◆ WHAT IS REQUIRED
Go through the entries that follow and count every line with the string "West". Reply with the number only.

◆ EXTRACTED INFORMATION
++++++++++

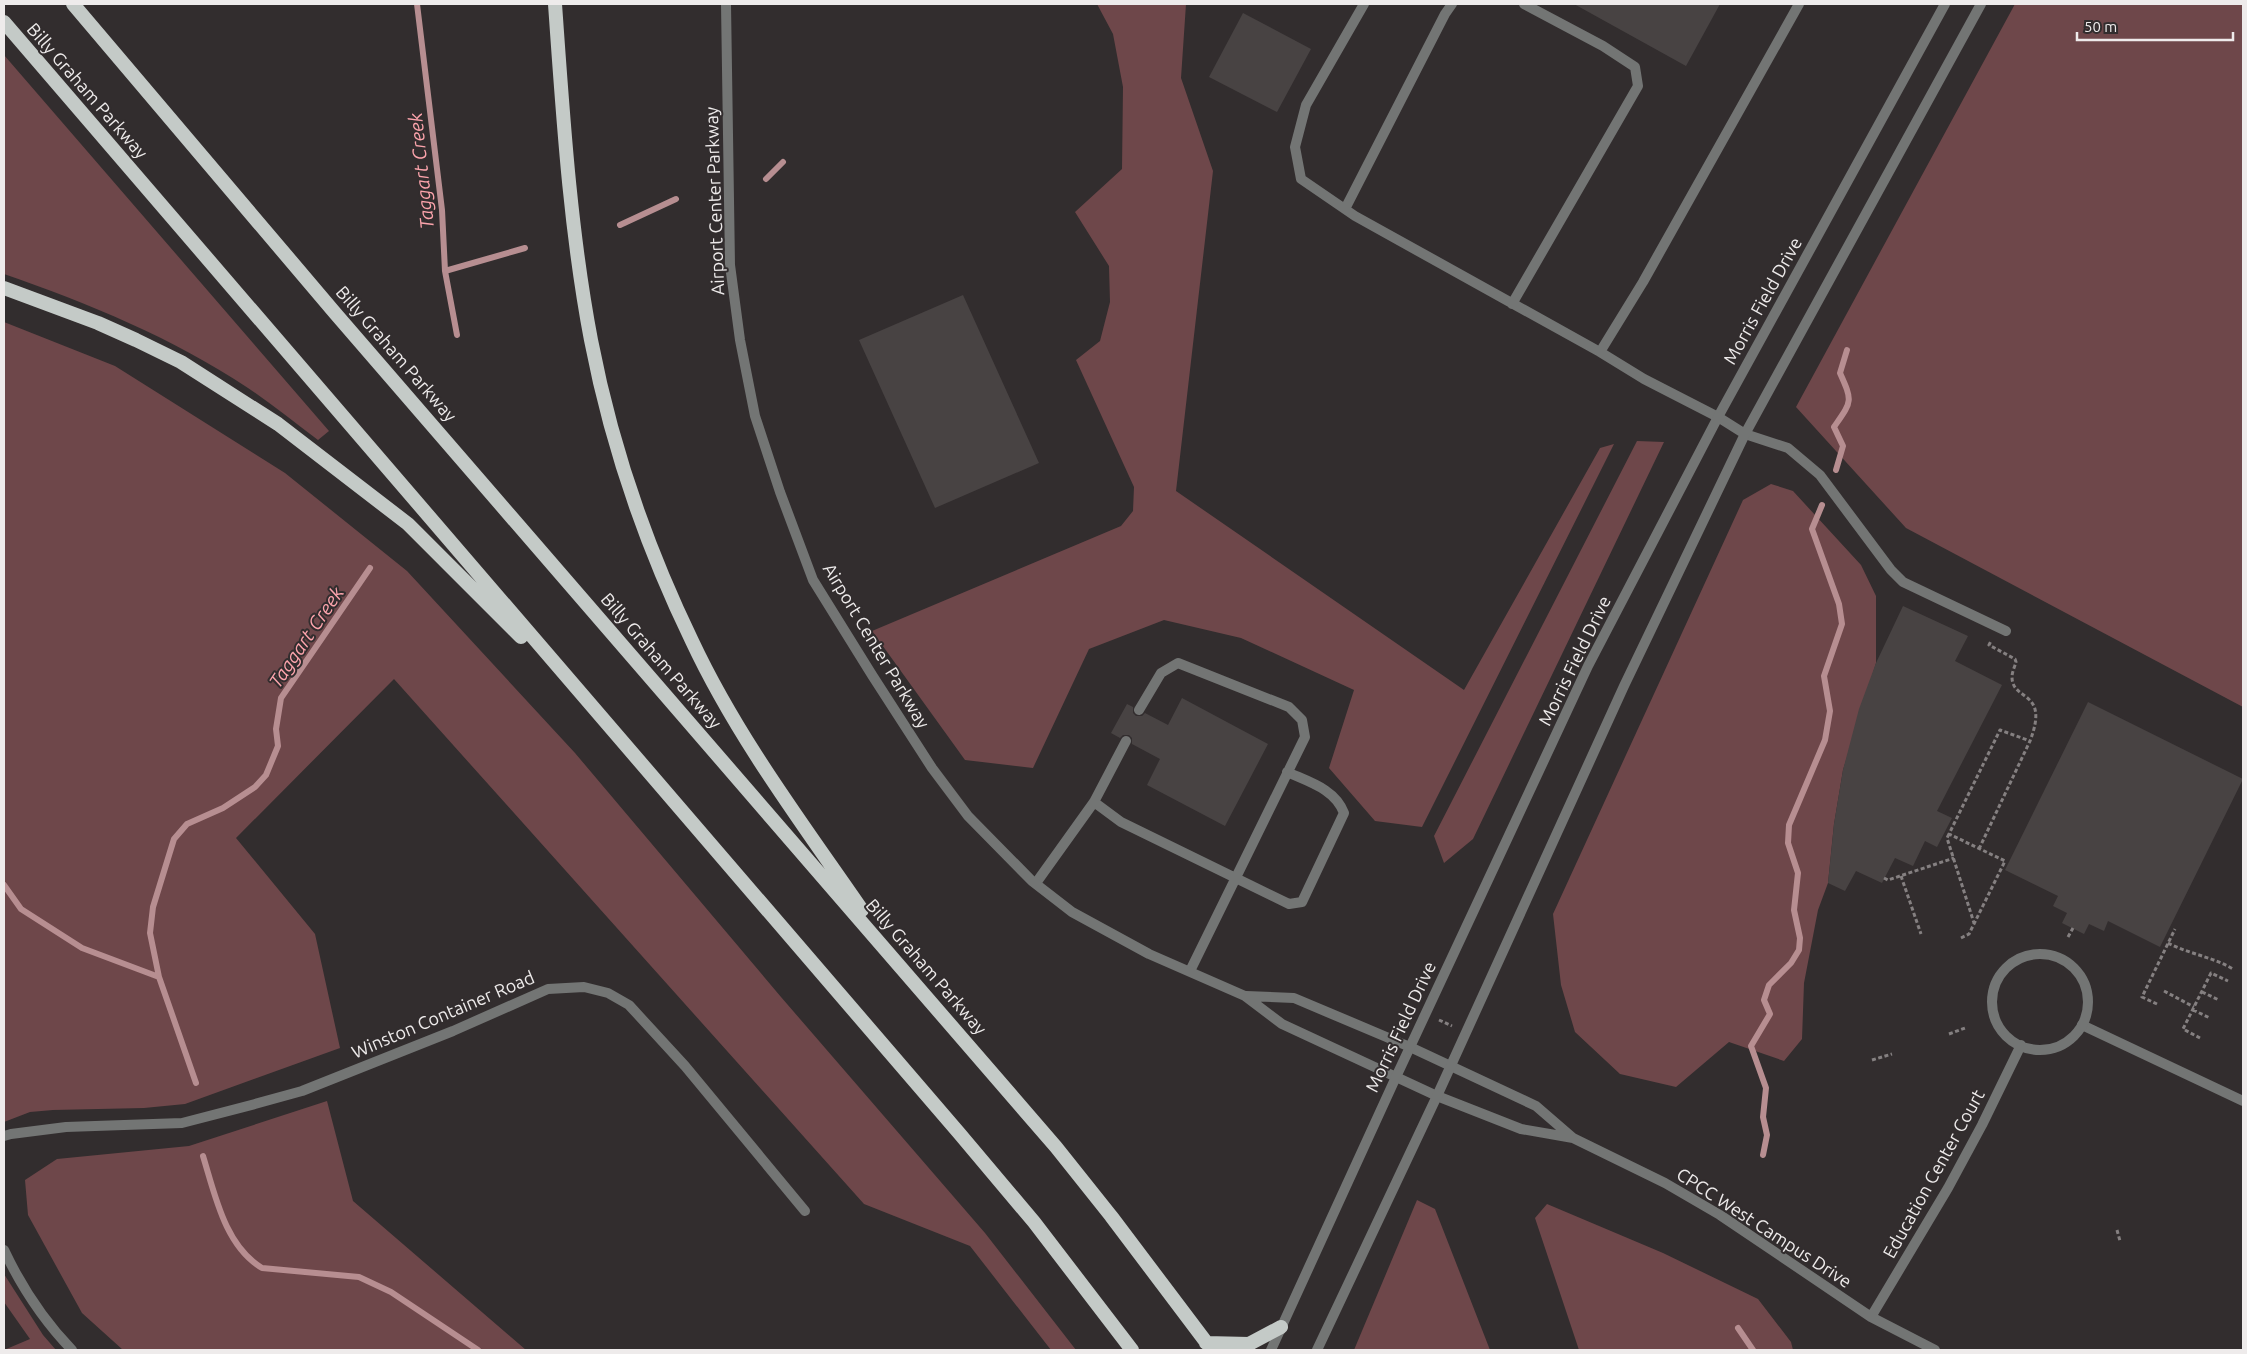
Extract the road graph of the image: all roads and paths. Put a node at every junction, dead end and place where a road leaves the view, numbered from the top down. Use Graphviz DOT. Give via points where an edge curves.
graph roads {
  1 [pos="73,4"];
  2 [pos="555,4"];
  3 [pos="726,4"];
  4 [pos="1364,4"];
  5 [pos="1452,4"];
  6 [pos="1524,4"];
  7 [pos="1799,4"];
  8 [pos="1945,4"];
  9 [pos="1981,4"];
  10 [pos="4,22"];
  11 [pos="1345,209"];
  12 [pos="4,288"];
  13 [pos="1512,304"];
  14 [pos="1600,352"];
  15 [pos="1718,417"];
  16 [pos="1745,434"];
  17 [pos="2006,631"];
  18 [pos="1989,645"];
  19 [pos="1139,710"];
  20 [pos="596,713"];
  21 [pos="1126,741"];
  22 [pos="2030,741"];
  23 [pos="1287,772"];
  24 [pos="1094,802"];
  25 [pos="1949,834"];
  26 [pos="1979,848"];
  27 [pos="1954,858"];
  28 [pos="1901,876"];
  29 [pos="1236,877"];
  30 [pos="1884,878"];
  31 [pos="1036,883"];
  32 [pos="1974,924"];
  33 [pos="2073,928"];
  34 [pos="2175,929"];
  35 [pos="1921,934"];
  36 [pos="2068,937"];
  37 [pos="1961,938"];
  38 [pos="2168,943"];
  39 [pos="902,969"];
  40 [pos="2233,969"];
  41 [pos="1190,970"];
  42 [pos="2228,981"];
  43 [pos="2164,992"];
  44 [pos="2202,992"];
  45 [pos="1245,996"];
  46 [pos="2219,1000"];
  47 [pos="2157,1004"];
  48 [pos="2193,1009"];
  49 [pos="2210,1018"];
  50 [pos="1439,1020"];
  51 [pos="2082,1025"];
  52 [pos="1455,1027"];
  53 [pos="1965,1028"];
  54 [pos="1949,1034"];
  55 [pos="2200,1038"];
  56 [pos="2021,1045"];
  57 [pos="1410,1047"];
  58 [pos="1892,1054"];
  59 [pos="1872,1060"];
  60 [pos="1451,1065"];
  61 [pos="1396,1077"];
  62 [pos="1437,1096"];
  63 [pos="2243,1101"];
  64 [pos="4,1136"];
  65 [pos="1573,1138"];
  66 [pos="805,1211"];
  67 [pos="2117,1230"];
  68 [pos="2120,1241"];
  69 [pos="4,1250"];
  70 [pos="1872,1317"];
  71 [pos="1280,1327"];
  72 [pos="1209,1346"];
  73 [pos="72,1350"];
  74 [pos="1132,1350"];
  75 [pos="1271,1350"];
  76 [pos="1317,1350"];
  77 [pos="1935,1350"];
  1 -- 39 [label="highway, Billy Graham Parkway"];
  2 -- 39 [label="highway" via="578,256 591,340 608,415 631,493 692,643 742,734"];
  3 -- 31 [label="street, Airport Center Parkway" via="730,265 755,416 780,492 813,580 932,768 968,816"];
  4 -- 11 [label="street" via="1306,104 1295,147 1301,179"];
  5 -- 11 [label="street"];
  6 -- 13 [label="street" via="1635,67 1638,86"];
  7 -- 14 [label="street" via="1643,282"];
  8 -- 15 [label="street, Morris Field Drive"];
  9 -- 16 [label="street"];
  10 -- 20 [label="highway, Billy Graham Parkway"];
  11 -- 13 [label="street"];
  12 -- 20 [label="highway" via="98,322 145,344 233,394 294,435 408,524"];
  13 -- 14 [label="street"];
  14 -- 15 [label="street"];
  15 -- 16 [label="street"];
  15 -- 57 [label="street, Morris Field Drive" via="1588,666"];
  16 -- 17 [label="street" via="1788,448 1820,475 1903,582"];
  16 -- 60 [label="street" via="1624,686"];
  18 -- 22 [label="path" via="2012,656 2016,662 2012,676 2014,684 2029,698 2037,715"];
  19 -- 23 [label="street" via="1161,673 1178,663 1289,707 1302,720 1305,737"];
  20 -- 74 [label="highway, Billy Graham Parkway" via="1034,1222"];
  21 -- 24 [label="street"];
  22 -- 25 [label="path" via="2000,730"];
  22 -- 26 [label="path"];
  23 -- 29 [label="street"];
  23 -- 29 [label="street" via="1331,793 1344,813 1302,902 1289,904"];
  24 -- 29 [label="street" via="1121,822"];
  24 -- 31 [label="street"];
  25 -- 26 [label="path"];
  25 -- 27 [label="path" via="1947,838"];
  26 -- 32 [label="path" via="2004,861"];
  27 -- 28 [label="path"];
  27 -- 32 [label="path"];
  28 -- 30 [label="path"];
  28 -- 35 [label="path"];
  29 -- 41 [label="street"];
  31 -- 41 [label="street, Airport Center Parkway" via="1072,912 1149,954"];
  32 -- 37 [label="path" via="1969,934"];
  33 -- 36 [label="path"];
  34 -- 38 [label="path"];
  38 -- 40 [label="path"];
  38 -- 47 [label="path" via="2142,997"];
  39 -- 72 [label="highway, Billy Graham Parkway" via="1056,1147"];
  41 -- 45 [label="street, Airport Center Parkway"];
  42 -- 44 [label="path" via="2211,973"];
  43 -- 48 [label="path"];
  44 -- 46 [label="path"];
  44 -- 48 [label="path"];
  45 -- 57 [label="street, Airport Center Parkway" via="1294,998"];
  45 -- 61 [label="street, Airport Center Parkway" via="1282,1024"];
  48 -- 49 [label="path"];
  48 -- 55 [label="path" via="2183,1029"];
  50 -- 52 [label="path"];
  51 -- 56 [label="street" via="2059,1045 2044,1049"];
  51 -- 56 [label="street" via="2087,1010 2087,994 2073,967 2059,958 2044,954 2028,955 2014,961 2002,972 1994,986 1992,1002 1994,1018 2002,1032"];
  51 -- 63 [label="street"];
  53 -- 54 [label="path"];
  56 -- 70 [label="street, Education Center Court" via="1952,1180"];
  57 -- 60 [label="street, CPCC West Campus Drive"];
  57 -- 61 [label="street, Morris Field Drive"];
  58 -- 59 [label="path"];
  60 -- 62 [label="street"];
  60 -- 65 [label="street, CPCC West Campus Drive" via="1536,1106"];
  61 -- 62 [label="street, Airport Center Parkway"];
  61 -- 71 [label="street, Morris Field Drive"];
  62 -- 65 [label="street, CPCC West Campus Drive" via="1521,1129"];
  62 -- 76 [label="street"];
  64 -- 66 [label="street, Winston Container Road" via="66,1127 182,1123 246,1107 302,1091 548,989 584,987 608,993 628,1005 685,1066"];
  65 -- 70 [label="street, CPCC West Campus Drive" via="1665,1183 1720,1215"];
  67 -- 68 [label="path"];
  69 -- 73 [label="street" via="57,1334"];
  70 -- 77 [label="street, CPCC West Campus Drive"];
  71 -- 72 [label="highway" via="1250,1344"];
  71 -- 75 [label="street, Morris Field Drive"];
}
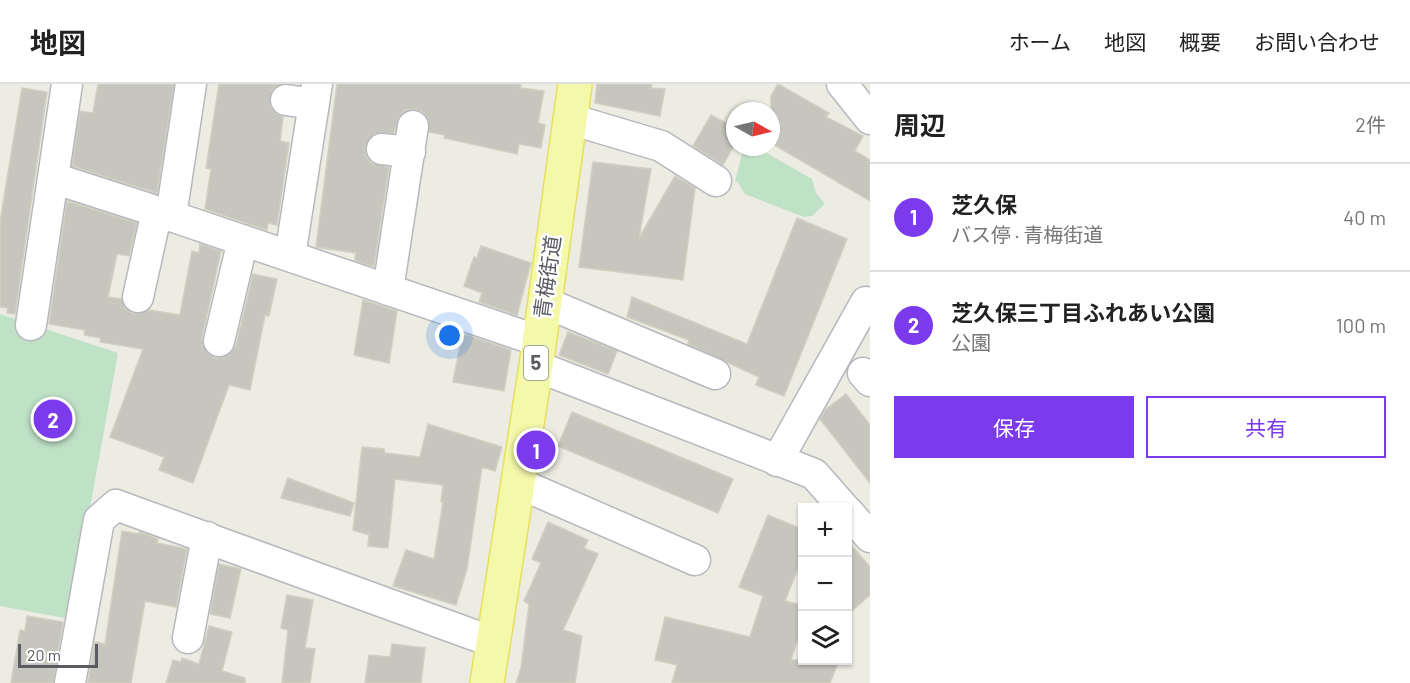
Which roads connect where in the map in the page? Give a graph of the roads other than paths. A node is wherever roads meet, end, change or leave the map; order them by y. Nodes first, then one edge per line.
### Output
1 (67, 84) edge
2 (191, 84) edge
3 (575, 84) edge
4 (842, 84) edge
5 (306, 96) edge
6 (570, 119) junction
7 (870, 119) edge
8 (402, 142) dead end
9 (53, 178) junction
10 (716, 181) dead end
11 (164, 213) junction
12 (243, 240) junction
13 (290, 256) junction
14 (388, 290) junction
15 (138, 297) dead end
16 (544, 302) junction
17 (866, 302) dead end
18 (31, 325) dead end
19 (219, 341) dead end
20 (537, 354) junction
21 (716, 374) dead end
22 (777, 461) junction
23 (518, 483) junction
24 (840, 503) edge
25 (852, 517) edge
26 (207, 537) junction
27 (870, 537) edge
28 (695, 560) dead end
29 (188, 638) dead end
30 (494, 642) junction
31 (70, 683) edge
32 (487, 683) edge

1 - 9 street
2 - 11 street
3 - 6 main road, 青梅街道 / 5
4 - 7 street
5 - 13 street
6 - 10 street
6 - 16 main road, 青梅街道 / 5
8 - 14 street
9 - 11 street
9 - 18 street
11 - 12 street
11 - 15 street
12 - 13 street
12 - 19 street
13 - 14 street
14 - 20 street
16 - 20 main road, 青梅街道 / 5
16 - 21 street
17 - 22 street
20 - 22 street
20 - 23 main road, 青梅街道 / 5
22 - 24 street
23 - 28 street
23 - 30 main road, 青梅街道 / 5
25 - 27 street
26 - 29 street
26 - 30 street
26 - 31 street
30 - 32 main road, 青梅街道 / 5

++++++++++

◆ REPLY TO THE EXERCISE
5